REQUIRED ACTION
Where in the data below does the word "Nixon" appear? Copy every line that has it.

[SOURCE MATERIAL — start]

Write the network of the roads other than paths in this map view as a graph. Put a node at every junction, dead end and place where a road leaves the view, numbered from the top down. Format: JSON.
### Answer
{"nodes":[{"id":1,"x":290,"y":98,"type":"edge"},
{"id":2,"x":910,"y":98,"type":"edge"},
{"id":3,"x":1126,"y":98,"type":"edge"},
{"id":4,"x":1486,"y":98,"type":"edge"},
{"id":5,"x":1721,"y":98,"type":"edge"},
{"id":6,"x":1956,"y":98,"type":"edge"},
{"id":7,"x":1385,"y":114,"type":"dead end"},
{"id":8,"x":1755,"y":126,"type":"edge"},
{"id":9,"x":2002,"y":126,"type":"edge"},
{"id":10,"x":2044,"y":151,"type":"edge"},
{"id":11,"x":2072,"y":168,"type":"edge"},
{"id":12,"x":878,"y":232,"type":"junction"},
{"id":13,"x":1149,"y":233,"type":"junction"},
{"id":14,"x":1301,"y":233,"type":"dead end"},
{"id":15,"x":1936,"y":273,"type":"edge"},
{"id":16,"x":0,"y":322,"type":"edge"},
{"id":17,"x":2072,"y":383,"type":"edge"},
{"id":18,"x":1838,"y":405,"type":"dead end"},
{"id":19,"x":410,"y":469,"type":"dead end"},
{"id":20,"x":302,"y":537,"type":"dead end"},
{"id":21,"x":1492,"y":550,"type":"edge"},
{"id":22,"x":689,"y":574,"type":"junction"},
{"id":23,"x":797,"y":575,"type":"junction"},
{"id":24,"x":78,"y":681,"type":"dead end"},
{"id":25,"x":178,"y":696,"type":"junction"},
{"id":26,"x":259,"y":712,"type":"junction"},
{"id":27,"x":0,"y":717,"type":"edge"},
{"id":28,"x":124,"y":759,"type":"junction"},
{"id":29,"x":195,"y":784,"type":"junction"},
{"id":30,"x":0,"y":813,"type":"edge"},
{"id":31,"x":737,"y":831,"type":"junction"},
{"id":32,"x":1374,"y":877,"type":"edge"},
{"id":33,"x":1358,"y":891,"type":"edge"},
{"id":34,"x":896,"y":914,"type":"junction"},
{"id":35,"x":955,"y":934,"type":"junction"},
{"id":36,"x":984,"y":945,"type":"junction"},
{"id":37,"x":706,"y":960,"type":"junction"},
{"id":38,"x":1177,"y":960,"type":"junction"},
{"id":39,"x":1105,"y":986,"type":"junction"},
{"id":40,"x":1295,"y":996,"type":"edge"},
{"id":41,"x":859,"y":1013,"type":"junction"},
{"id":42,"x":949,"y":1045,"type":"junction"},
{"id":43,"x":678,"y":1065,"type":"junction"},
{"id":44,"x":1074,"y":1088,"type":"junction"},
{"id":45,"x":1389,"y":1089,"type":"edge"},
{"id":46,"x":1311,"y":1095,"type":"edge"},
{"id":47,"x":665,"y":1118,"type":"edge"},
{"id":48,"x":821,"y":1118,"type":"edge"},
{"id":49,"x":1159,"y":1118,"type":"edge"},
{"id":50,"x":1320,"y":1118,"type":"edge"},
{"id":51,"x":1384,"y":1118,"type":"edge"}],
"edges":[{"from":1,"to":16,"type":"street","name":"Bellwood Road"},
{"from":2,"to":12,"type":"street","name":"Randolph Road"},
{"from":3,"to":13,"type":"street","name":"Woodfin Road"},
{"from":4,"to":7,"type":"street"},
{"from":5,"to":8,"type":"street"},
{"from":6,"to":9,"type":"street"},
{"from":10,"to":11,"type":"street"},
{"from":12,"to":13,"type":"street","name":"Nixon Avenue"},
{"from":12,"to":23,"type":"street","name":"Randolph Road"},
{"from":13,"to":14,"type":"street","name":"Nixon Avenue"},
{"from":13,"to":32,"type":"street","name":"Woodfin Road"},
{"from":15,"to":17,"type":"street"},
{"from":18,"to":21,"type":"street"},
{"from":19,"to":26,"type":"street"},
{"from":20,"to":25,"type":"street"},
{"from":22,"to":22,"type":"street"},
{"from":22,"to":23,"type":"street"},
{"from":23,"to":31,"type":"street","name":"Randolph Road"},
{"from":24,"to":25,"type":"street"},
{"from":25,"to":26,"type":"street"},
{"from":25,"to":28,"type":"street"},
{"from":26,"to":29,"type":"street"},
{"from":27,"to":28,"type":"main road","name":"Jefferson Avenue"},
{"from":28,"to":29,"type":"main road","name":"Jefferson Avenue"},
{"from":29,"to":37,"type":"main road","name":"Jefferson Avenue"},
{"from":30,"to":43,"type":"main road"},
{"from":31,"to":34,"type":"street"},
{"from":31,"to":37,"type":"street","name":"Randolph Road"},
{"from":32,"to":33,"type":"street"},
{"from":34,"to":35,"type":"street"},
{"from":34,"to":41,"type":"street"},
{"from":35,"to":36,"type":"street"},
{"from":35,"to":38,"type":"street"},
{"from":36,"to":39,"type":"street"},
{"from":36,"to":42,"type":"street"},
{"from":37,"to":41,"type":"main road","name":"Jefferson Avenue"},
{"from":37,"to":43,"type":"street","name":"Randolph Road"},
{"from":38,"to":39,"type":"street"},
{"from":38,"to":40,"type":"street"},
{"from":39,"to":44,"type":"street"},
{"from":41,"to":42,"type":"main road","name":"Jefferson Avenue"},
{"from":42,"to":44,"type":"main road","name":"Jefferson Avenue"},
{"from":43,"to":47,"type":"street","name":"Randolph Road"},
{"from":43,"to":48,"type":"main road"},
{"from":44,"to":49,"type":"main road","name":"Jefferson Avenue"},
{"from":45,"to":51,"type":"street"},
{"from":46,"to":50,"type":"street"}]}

[SOURCE MATERIAL — finish]

REPLY
{"from":12,"to":13,"type":"street","name":"Nixon Avenue"},
{"from":13,"to":14,"type":"street","name":"Nixon Avenue"},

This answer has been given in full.